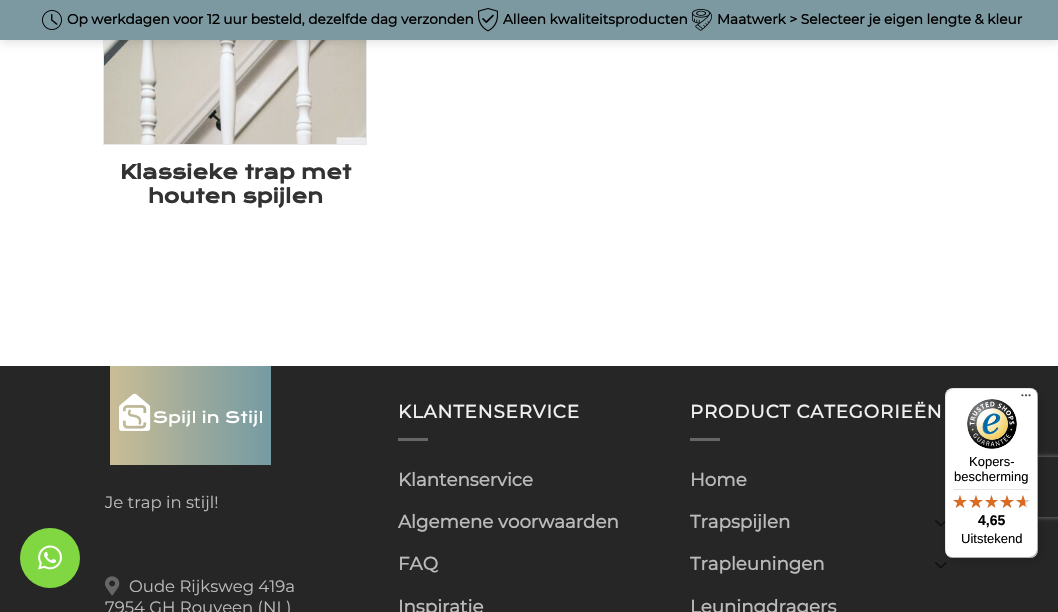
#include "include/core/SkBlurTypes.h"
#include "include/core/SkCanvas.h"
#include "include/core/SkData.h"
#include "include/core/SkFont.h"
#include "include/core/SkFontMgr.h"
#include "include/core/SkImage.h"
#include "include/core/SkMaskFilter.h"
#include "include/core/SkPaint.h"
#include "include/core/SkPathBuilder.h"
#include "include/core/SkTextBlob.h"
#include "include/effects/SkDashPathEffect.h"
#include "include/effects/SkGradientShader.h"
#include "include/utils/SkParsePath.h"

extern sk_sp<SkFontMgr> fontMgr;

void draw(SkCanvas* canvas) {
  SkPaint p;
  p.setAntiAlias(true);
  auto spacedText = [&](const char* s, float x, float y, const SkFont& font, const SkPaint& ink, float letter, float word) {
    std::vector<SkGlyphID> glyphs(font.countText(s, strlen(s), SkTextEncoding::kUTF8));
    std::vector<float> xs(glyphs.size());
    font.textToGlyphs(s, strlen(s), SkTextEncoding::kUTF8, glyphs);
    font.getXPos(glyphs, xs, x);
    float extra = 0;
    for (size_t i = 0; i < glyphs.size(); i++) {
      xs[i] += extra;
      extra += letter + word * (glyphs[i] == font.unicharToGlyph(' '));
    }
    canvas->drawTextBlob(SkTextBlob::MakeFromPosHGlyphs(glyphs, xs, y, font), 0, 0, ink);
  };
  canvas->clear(SK_ColorWHITE);
  p.setStyle(SkPaint::kStroke_Style);
  p.setStrokeWidth(1);
  p.setColor(SkColorSetRGB(232, 232, 232));
  canvas->drawRect(SkRect::MakeLTRB(103.5f, -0.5f, 366.5f, 144.5f), p);
  canvas->drawImageRect(SkImages::DeferredFromEncodedData(SkData::MakeFromFileName("images/4.png")), SkRect::MakeLTRB(104, 40, 366, 144), SkSamplingOptions());
  p.setStyle(SkPaint::kFill_Style);
  p.setColor(SkColorSetARGB(38, 0, 0, 0));
  p.setMaskFilter(SkMaskFilter::MakeBlur(kNormal_SkBlurStyle, 5));
  canvas->drawRect(SkRect::MakeLTRB(1, 1, 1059, 41), p);
  p.setMaskFilter(nullptr);
  p.setColor(SkColorSetRGB(124, 153, 161));
  canvas->drawRect(SkRect::MakeLTRB(0, 0, 1058, 40), p);
  canvas->drawImageRect(SkImages::DeferredFromEncodedData(SkData::MakeFromFileName("images/1.png")), SkRect::MakeLTRB(42, 10, 62, 30), SkSamplingOptions());
  canvas->drawImageRect(SkImages::DeferredFromEncodedData(SkData::MakeFromFileName("images/2.png")), SkRect::MakeLTRB(478, 8, 498, 32), SkSamplingOptions());
  canvas->drawImageRect(SkImages::DeferredFromEncodedData(SkData::MakeFromFileName("images/3.png")), SkRect::MakeLTRB(692, 9, 712, 31), SkSamplingOptions());
  p.setColor(SkColorSetRGB(38, 38, 38));
  canvas->drawRect(SkRect::MakeLTRB(0, 367, 1058, 612), p);
  p.setColor(SkColorSetRGB(36, 36, 36));
  canvas->drawRect(SkRect::MakeLTRB(0, 366, 1058, 367), p);
  canvas->drawImageRect(SkImages::DeferredFromEncodedData(SkData::MakeFromFileName("images/5.png")), SkRect::MakeLTRB(110, 366, 271, 465), SkSamplingOptions());
  canvas->drawImageRect(SkImages::DeferredFromEncodedData(SkData::MakeFromFileName("images/6.png")), SkRect::MakeLTRB(105, 576, 120, 596), SkSamplingOptions());
  p.setColor(SkColorSetRGB(103, 103, 103));
  canvas->drawRect(SkRect::MakeLTRB(398, 438, 428, 441), p);
  canvas->drawRect(SkRect::MakeLTRB(690, 438, 720, 441), p);
  canvas->drawImageRect(SkImages::DeferredFromEncodedData(SkData::MakeFromFileName("images/7.png")), SkRect::MakeLTRB(935, 520, 945, 527), SkSamplingOptions());
  canvas->drawImageRect(SkImages::DeferredFromEncodedData(SkData::MakeFromFileName("images/8.png")), SkRect::MakeLTRB(935, 562, 947, 569), SkSamplingOptions());
  canvas->save();
  canvas->clipPath(SkPathBuilder(SkPathFillType::kEvenOdd).moveTo(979, 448).lineTo(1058, 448).lineTo(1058, 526).lineTo(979, 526).close().moveTo(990, 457).lineTo(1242, 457).cubicTo(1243, 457, 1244, 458, 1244, 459).lineTo(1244, 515).cubicTo(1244, 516, 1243, 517, 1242, 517).lineTo(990, 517).cubicTo(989, 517, 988, 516, 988, 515).lineTo(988, 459).cubicTo(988, 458, 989, 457, 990, 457).close().detach(), true);
  p.setColor(SkColorSetRGB(128, 128, 128));
  p.setMaskFilter(SkMaskFilter::MakeBlur(kNormal_SkBlurStyle, 2.5f));
  canvas->drawRoundRect(SkRect::MakeLTRB(988, 457, 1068, 517), 2, 2, p);
  p.setMaskFilter(nullptr);
  canvas->restore();
  p.setColor(SkColorSetARGB(38, 0, 0, 0));
  p.setMaskFilter(SkMaskFilter::MakeBlur(kNormal_SkBlurStyle, 4));
  canvas->drawRoundRect(SkRect::MakeLTRB(948, 391, 1041, 561), 8, 8, p);
  p.setMaskFilter(nullptr);
  p.setColor(SK_ColorWHITE);
  canvas->drawRoundRect(SkRect::MakeLTRB(945, 388, 1038, 558), 8, 8, p);
  p.setColor(SkColorSetARGB(26, 0, 0, 0));
  canvas->drawPath(SkPathBuilder().moveTo(954, 389).lineTo(1031, 389).cubicTo(1033, 389, 1035, 390, 1037, 392).cubicTo(1035, 390, 1033, 388, 1030, 388).lineTo(953, 388).cubicTo(949, 388, 945, 392, 945, 396).lineTo(945, 550).cubicTo(945, 553, 947, 555, 949, 557).cubicTo(947, 555, 946, 553, 946, 551).lineTo(946, 397).cubicTo(946, 393, 950, 389, 954, 389).close().detach(), p);
  p.setColor(SkColorSetARGB(51, 0, 0, 0));
  canvas->drawPath(SkPathBuilder().moveTo(946, 554).cubicTo(948, 556, 950, 558, 953, 558).lineTo(1030, 558).cubicTo(1034, 558, 1038, 554, 1038, 550).lineTo(1038, 396).cubicTo(1038, 393, 1036, 391, 1034, 389).cubicTo(1036, 391, 1037, 393, 1037, 395).lineTo(1037, 549).cubicTo(1037, 553, 1033, 557, 1029, 557).lineTo(952, 557).cubicTo(950, 557, 948, 556, 946, 554).close().detach(), p);
  p.setColor(SkColorSetARGB(51, 50, 50, 50));
  canvas->drawPath(SkPathBuilder().moveTo(947, 555).cubicTo(948, 557, 951, 558, 953, 558).lineTo(1030, 558).cubicTo(1034, 558, 1038, 554, 1038, 550).lineTo(1038, 396).cubicTo(1038, 394, 1037, 391, 1035, 390).cubicTo(1036, 391, 1037, 393, 1037, 395).lineTo(1037, 549).cubicTo(1037, 554, 1034, 557, 1029, 557).lineTo(952, 557).cubicTo(950, 557, 948, 556, 947, 555).close().detach(), p);
  canvas->drawImageRect(SkImages::DeferredFromEncodedData(SkData::MakeFromFileName("images/9.png")), SkRect::MakeLTRB(1021, 394, 1031, 397), SkSamplingOptions());
  p.setColor(SkColorSetARGB(77, 255, 255, 255));
  canvas->drawPath(SkPathBuilder().moveTo(1030, 558).cubicTo(1034.5f, 558, 1038, 554.5f, 1038, 550).cubicTo(1038, 554, 1034, 558, 1030, 558).close().detach(), p);
  canvas->drawImageRect(SkImages::DeferredFromEncodedData(SkData::MakeFromFileName("images/10.png")), SkRect::MakeLTRB(967, 399, 1017, 449), SkSamplingOptions());
  p.setColor(SkColorSetRGB(229, 229, 229));
  canvas->drawRect(SkRect::MakeLTRB(953, 489, 1030, 490), p);
  canvas->drawImageRect(SkImages::DeferredFromEncodedData(SkData::MakeFromFileName("images/11.png")), SkRect::MakeLTRB(953, 495, 967, 508), SkSamplingOptions());
  canvas->drawImageRect(SkImages::DeferredFromEncodedData(SkData::MakeFromFileName("images/11.png")), SkRect::MakeLTRB(969, 495, 983, 508), SkSamplingOptions());
  canvas->drawImageRect(SkImages::DeferredFromEncodedData(SkData::MakeFromFileName("images/12.png")), SkRect::MakeLTRB(985, 495, 998, 508), SkSamplingOptions());
  canvas->drawImageRect(SkImages::DeferredFromEncodedData(SkData::MakeFromFileName("images/11.png")), SkRect::MakeLTRB(1000, 495, 1014, 508), SkSamplingOptions());
  canvas->drawImageRect(SkImages::DeferredFromEncodedData(SkData::MakeFromFileName("images/11.png")), SkRect::MakeLTRB(1016, 495, 1030, 508), SkSamplingOptions());
  canvas->drawImageRect(SkImages::DeferredFromEncodedData(SkData::MakeFromFileName("images/13.png")), SkRect::MakeLTRB(953, 495, 967, 508), SkSamplingOptions());
  canvas->drawImageRect(SkImages::DeferredFromEncodedData(SkData::MakeFromFileName("images/13.png")), SkRect::MakeLTRB(969, 495, 983, 508), SkSamplingOptions());
  canvas->drawImageRect(SkImages::DeferredFromEncodedData(SkData::MakeFromFileName("images/14.png")), SkRect::MakeLTRB(985, 495, 998, 508), SkSamplingOptions());
  canvas->drawImageRect(SkImages::DeferredFromEncodedData(SkData::MakeFromFileName("images/13.png")), SkRect::MakeLTRB(1000, 495, 1014, 508), SkSamplingOptions());
  canvas->drawImageRect(SkImages::DeferredFromEncodedData(SkData::MakeFromFileName("images/15.png")), SkRect::MakeLTRB(1016, 495, 1025, 508), SkSamplingOptions());
  p.setColor(SkColorSetRGB(129, 215, 66));
  canvas->drawCircle(50, 558, 30, p);
  canvas->drawImageRect(SkImages::DeferredFromEncodedData(SkData::MakeFromFileName("images/16.png")), SkRect::MakeLTRB(38, 545, 62, 570), SkSamplingOptions());
  SkFont font1(fontMgr->matchFamilyStyle("Montserrat", SkFontStyle::Bold()), 13.7f);
  font1.setSubpixel(true);
  p.setColor(SK_ColorBLACK);
  canvas->drawString("Op werkdagen voor 12 uur besteld, dezelfde dag verzonden", 67, 24, font1, p);
  canvas->drawString("Alleen kwaliteitsproducten", 503, 24, font1, p);
  canvas->drawString("Maatwerk > Selecteer je eigen lengte & kleur", 717, 24, font1, p);
  SkFont font2(fontMgr->matchFamilyStyle("Krona One", SkFontStyle::Bold()), 18.9f);
  font2.setSubpixel(true);
  p.setColor(SkColorSetRGB(50, 50, 50));
  canvas->drawString("Klassieke trap met", 120, 179, font2, p);
  canvas->drawString("houten spijlen", 148, 203, font2, p);
  SkFont font3(fontMgr->matchFamilyStyle("Montserrat", SkFontStyle(100, SkFontStyle::kNormal_Width, SkFontStyle::kUpright_Slant)), 16.5f);
  font3.setSubpixel(true);
  p.setColor(SkColorSetRGB(186, 186, 186));
  canvas->drawString("Je trap in stijl!", 105, 508, font3, p);
  canvas->drawString("Oude Rijksweg 419a", 129, 592, font3, p);
  canvas->drawString("7954 GH Rouveen (NL)", 105, 613, font3, p);
  SkFont font4(fontMgr->matchFamilyStyle("Montserrat", SkFontStyle::Bold()), 18.25f);
  font4.setSubpixel(true);
  p.setColor(SkColorSetRGB(241, 241, 241));
  spacedText("KLANTENSERVICE", 398, 418, font4, p, 0.9f, 0);
  p.setColor(SkColorSetRGB(186, 186, 186));
  canvas->drawString("Klantenservice", 398, 486, font4, p);
  canvas->drawString("Algemene voorwaarden", 398, 528, font4, p);
  canvas->drawString("FAQ", 398, 570, font4, p);
  canvas->drawString("Inspiratie", 398, 613, font4, p);
  p.setColor(SkColorSetRGB(241, 241, 241));
  spacedText("PRODUCT CATEGORIEËN", 690, 418, font4, p, 0.9f, 0);
  p.setColor(SkColorSetRGB(186, 186, 186));
  canvas->drawString("Home", 690, 486, font4, p);
  canvas->drawString("Trapspijlen", 690, 528, font4, p);
  canvas->drawString("Trapleuningen", 690, 570, font4, p);
  canvas->drawString("Leuningdragers", 690, 613, font4, p);
  SkFont font5(fontMgr->matchFamilyStyle("Liberation Sans", SkFontStyle::Normal()), 13);
  font5.setSubpixel(true);
  p.setColor(SK_ColorBLACK);
  canvas->drawString("Kopers-", 969, 466, font5, p);
  canvas->drawString("bescherming", 954, 481, font5, p);
  SkFont font6(fontMgr->matchFamilyStyle("Liberation Sans", SkFontStyle::Bold()), 14);
  font6.setSubpixel(true);
  canvas->drawString("4,65", 978, 525, font6, p);
  canvas->drawString("Uitstekend", 961, 543, font5, p);
}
....................
§ **Your assignment**
What is the number of lines in this material that hold the string "core"? Answer with that number only.

§ **Solution below**
10